### [Problem to solve]
Transcribe each line below verbatim; pictures excluded.

### [Input for this task]
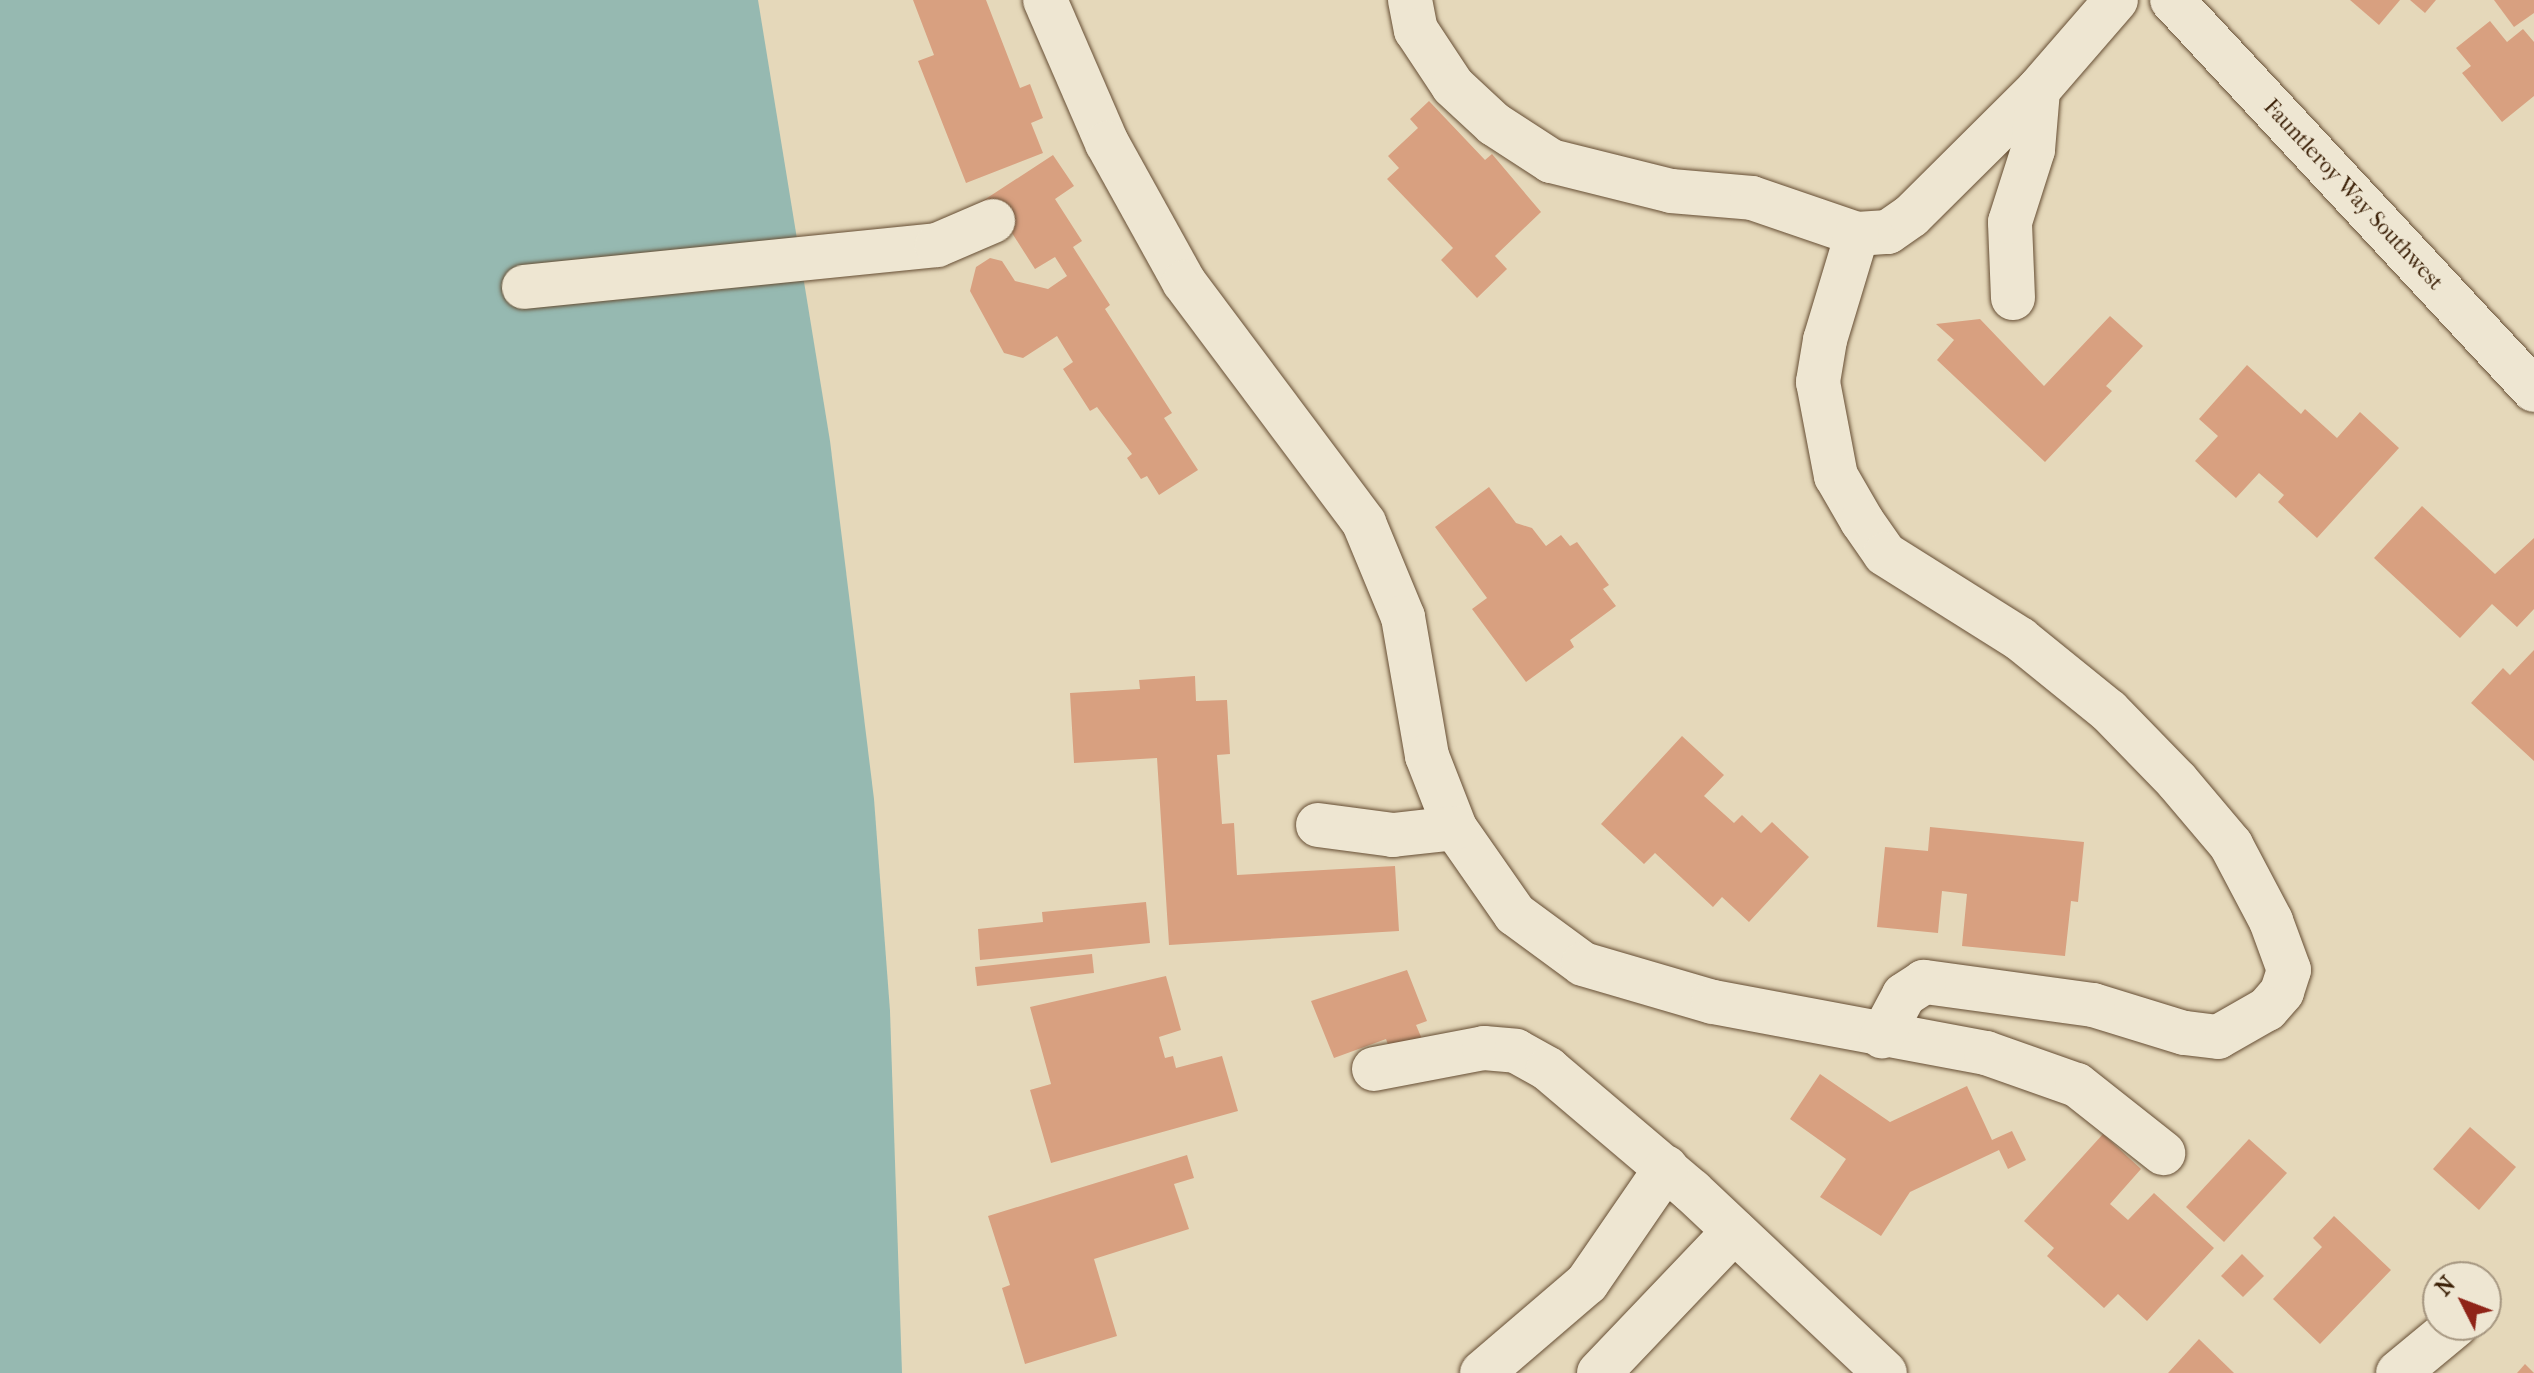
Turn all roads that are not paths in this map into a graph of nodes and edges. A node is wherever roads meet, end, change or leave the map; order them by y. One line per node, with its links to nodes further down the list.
1 (1045, 0): 12 (street)
2 (1410, 0): 7 (street)
3 (2116, 0): 5 (street)
4 (2172, 0): 10 (street, Fauntleroy Way Southwest)
5 (2038, 90): 7 (street); 9 (street)
6 (993, 221): 8 (street)
7 (1857, 234): 13 (street)
8 (524, 287)
9 (2013, 298)
10 (2534, 390)
11 (1318, 825): 12 (street)
12 (1455, 828): 13 (street)
13 (1882, 1036): 15 (street)
14 (1374, 1069): 16 (street)
15 (2163, 1153)
16 (1666, 1168): 17 (street); 19 (street)
17 (1734, 1231): 20 (street); 21 (street)
18 (2437, 1341): 22 (street)
19 (1482, 1373)
20 (1599, 1373)
21 (1885, 1373)
22 (2398, 1373)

### [Exercise result]
Turn all roads that are not paths in this map into a graph of nodes and edges. A node is wherever roads meet, end, change or leave the map; order them by y. One line per node, with its links to nodes further down the list.
1 (1045, 0): 12 (street)
2 (1410, 0): 7 (street)
3 (2116, 0): 5 (street)
4 (2172, 0): 10 (street, Fauntleroy Way Southwest)
5 (2038, 90): 7 (street); 9 (street)
6 (993, 221): 8 (street)
7 (1857, 234): 13 (street)
8 (524, 287)
9 (2013, 298)
10 (2534, 390)
11 (1318, 825): 12 (street)
12 (1455, 828): 13 (street)
13 (1882, 1036): 15 (street)
14 (1374, 1069): 16 (street)
15 (2163, 1153)
16 (1666, 1168): 17 (street); 19 (street)
17 (1734, 1231): 20 (street); 21 (street)
18 (2437, 1341): 22 (street)
19 (1482, 1373)
20 (1599, 1373)
21 (1885, 1373)
22 (2398, 1373)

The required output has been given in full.